From: "Michael S. Tsirkin" <mst@redhat.com>
To: Paolo Bonzini <pbonzini@redhat.com>
Cc: linux-kernel@vger.kernel.org,
Wanlong Gao <gaowanlong@cn.fujitsu.com>,
asias@redhat.com, Rusty Russell <rusty@rustcorp.com.au>,
kvm@vger.kernel.org, virtualization@lists.linux-foundation.org
Subject: Re: [PATCH 1/9] virtio: add functions for piecewise addition of buffers
Date: Tue, 12 Feb 2013 16:56:20 +0200 [thread overview]
Message-ID: <20130212145620.GA3392@redhat.com> (raw)
In-Reply-To: <1360671815-2135-2-git-send-email-pbonzini@redhat.com>
On Tue, Feb 12, 2013 at 01:23:27PM +0100, Paolo Bonzini wrote:
> virtio device drivers translate requests from higher layer in two steps:
> a device-specific step in the device driver, and generic preparation
> of virtio direct or indirect buffers in virtqueue_add_buf. Because
> virtqueue_add_buf also accepts the outcome of the first step as a single
> struct scatterlist, drivers may need to put additional items at the
> front or back of the data scatterlists before handing it to virtqueue_add_buf.
> Because of this, virtio-scsi has to copy each request into a scatterlist
> internal to the driver. It cannot just use the one that was prepared
> by the upper SCSI layers.
>
> On top of this, virtqueue_add_buf also has the limitation of not
> supporting chained scatterlists: the buffers must be provided as an
> array of struct scatterlist. Chained scatterlist, though not supported
> on all architectures, would help for virtio-scsi where all additional
> items are placed at the front.
>
> This patch adds a different set of APIs for adding a buffer to a virtqueue.
> The new API lets you pass the buffers piecewise, wrapping multiple calls
> to virtqueue_add_sg between virtqueue_start_buf and virtqueue_end_buf.

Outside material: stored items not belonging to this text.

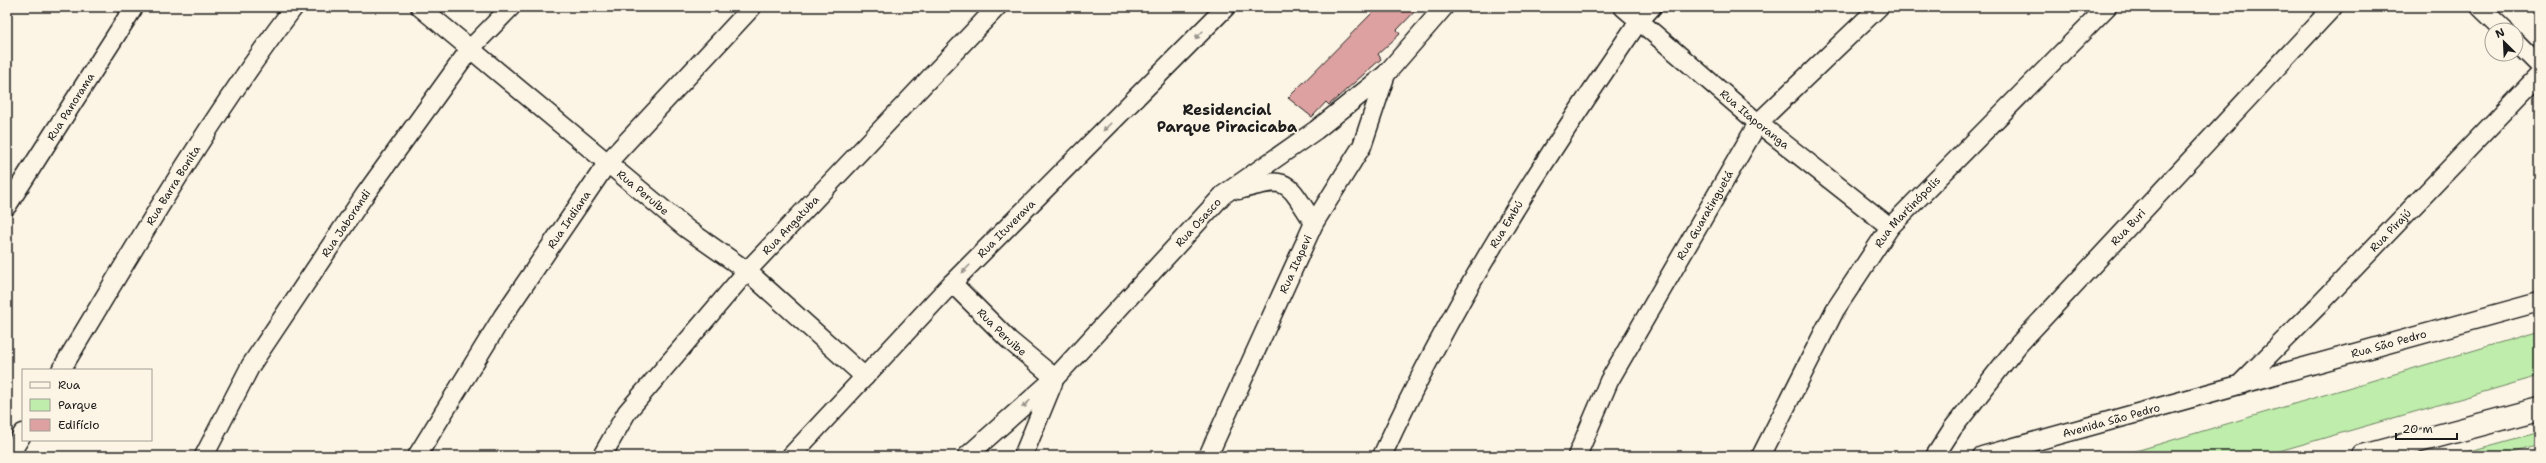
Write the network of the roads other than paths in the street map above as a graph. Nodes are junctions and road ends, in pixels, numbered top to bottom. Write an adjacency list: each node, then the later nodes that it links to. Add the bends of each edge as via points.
1 (134, 7): 25 (street, Rua Panorama)
2 (294, 7): 31 (street, Rua Barra Bonita, via 247,69)
3 (420, 7): 17 (street, Rua Peruíbe)
4 (511, 7): 17 (street, Rua Jaborandi)
5 (752, 7): 23 (street, Rua Indiana)
6 (997, 7): 28 (street, Rua Angatuba)
7 (1226, 7): 29 (street, Rua Ituverava, one-way to 29)
8 (1444, 7): 20 (street, Rua Osasco)
9 (1622, 7): 15 (street, Rua Itaporanga)
10 (1652, 7): 15 (street, Rua Embú)
11 (1879, 7): 22 (street, Rua Guaratinguetá)
12 (2107, 7): 27 (street, Rua Martinópolis)
13 (2333, 7): 48 (street, Rua Buri, via 2019,344 1953,428)
14 (2480, 7): 16 (street)
15 (1639, 21): 22 (street, Rua Itaporanga); 45 (street, Rua Embú, via 1536,174 1493,245 1407,402)
16 (2496, 22)
17 (470, 49): 23 (street, Rua Peruíbe); 38 (street, Rua Jaborandi, via 364,196 251,365)
18 (2524, 50): 19 (street)
19 (2539, 65)
20 (1386, 74): 24 (street, Rua Osasco, via 1316,130); 26 (street, Rua Itapevi, via 1362,146)
21 (2539, 75): 34 (street, Rua Pirajú, via 2318,306)
22 (1758, 123): 27 (street, Rua Itaporanga); 46 (street, Rua Guaratinguetá, via 1609,381)
23 (608, 162): 28 (street, Rua Peruíbe, via 687,229); 39 (street, Rua Indiana, via 503,316)
24 (1223, 195): 26 (street, via 1271,180 1290,186); 33 (street, Rua Osasco)
25 (7, 206)
26 (1314, 223): 44 (street, Rua Itapevi)
27 (1890, 227): 47 (street, Rua Martinópolis, via 1835,310)
28 (747, 271): 32 (street, Rua Peruíbe); 40 (street, Rua Angatuba, via 627,412)
29 (952, 283): 32 (street, Rua Ituverava); 33 (street, Rua Peruibe, via 1009,340)
30 (2539, 302): 34 (street, Rua São Pedro)
31 (62, 369)
32 (864, 377): 41 (street, Rua Ituverava)
33 (1055, 378): 42 (street, Rua Osasco, one-way to 42); 43 (street)
34 (2239, 384): 49 (street, Avenida São Pedro)
35 (2539, 409): 50 (highway)
36 (22, 435): 37 (street)
37 (9, 456)
38 (204, 456)
39 (417, 456)
40 (602, 456)
41 (791, 456)
42 (968, 456)
43 (1023, 456)
44 (1208, 456)
45 (1382, 456)
46 (1577, 456)
47 (1761, 456)
48 (1935, 456)
49 (1982, 456)
50 (2363, 456)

> virtio-scsi can then call virtqueue_add_sg 3/4 times: for the request
> header, for the write buffer (if present), for the response header, and
> finally for the read buffer (again if present). It saves the copying
> and the related locking.
>
> Signed-off-by: Paolo Bonzini <pbonzini@redhat.com>
> ---
> drivers/virtio/virtio_ring.c | 211 ++++++++++++++++++++++++++++++++++++++++++
> include/linux/virtio.h | 14 +++
> 2 files changed, 225 insertions(+), 0 deletions(-)
>
> diff --git a/drivers/virtio/virtio_ring.c b/drivers/virtio/virtio_ring.c
> index ffd7e7d..64184e5 100644
> --- a/drivers/virtio/virtio_ring.c
> +++ b/drivers/virtio/virtio_ring.c
> @@ -101,6 +101,10 @@ struct vring_virtqueue
> /* Last used index we've seen. */
> u16 last_used_idx;
>
> + /* State between virtqueue_start_buf and virtqueue_end_buf. */
> + int head;
> + struct vring_desc *indirect_base, *tail;
> +
> /* How to notify other side. FIXME: commonalize hcalls! */
> void (*notify)(struct virtqueue *vq);
>
> @@ -394,6 +398,213 @@ static void detach_buf(struct vring_virtqueue *vq, unsigned int head)
> vq->vq.num_free++;
> }
>
> +/**
> + * virtqueue_start_buf - start building buffer for the other end
> + * @vq: the struct virtqueue we're talking about.
> + * @data: the token identifying the buffer.
> + * @nents: the number of buffers that will be added
This function starts building one buffer, number of buffers
is a bit weird here.
> + * @nsg: the number of sg lists that will be added
This means number of calls to add_sg ? Not sure why this matters.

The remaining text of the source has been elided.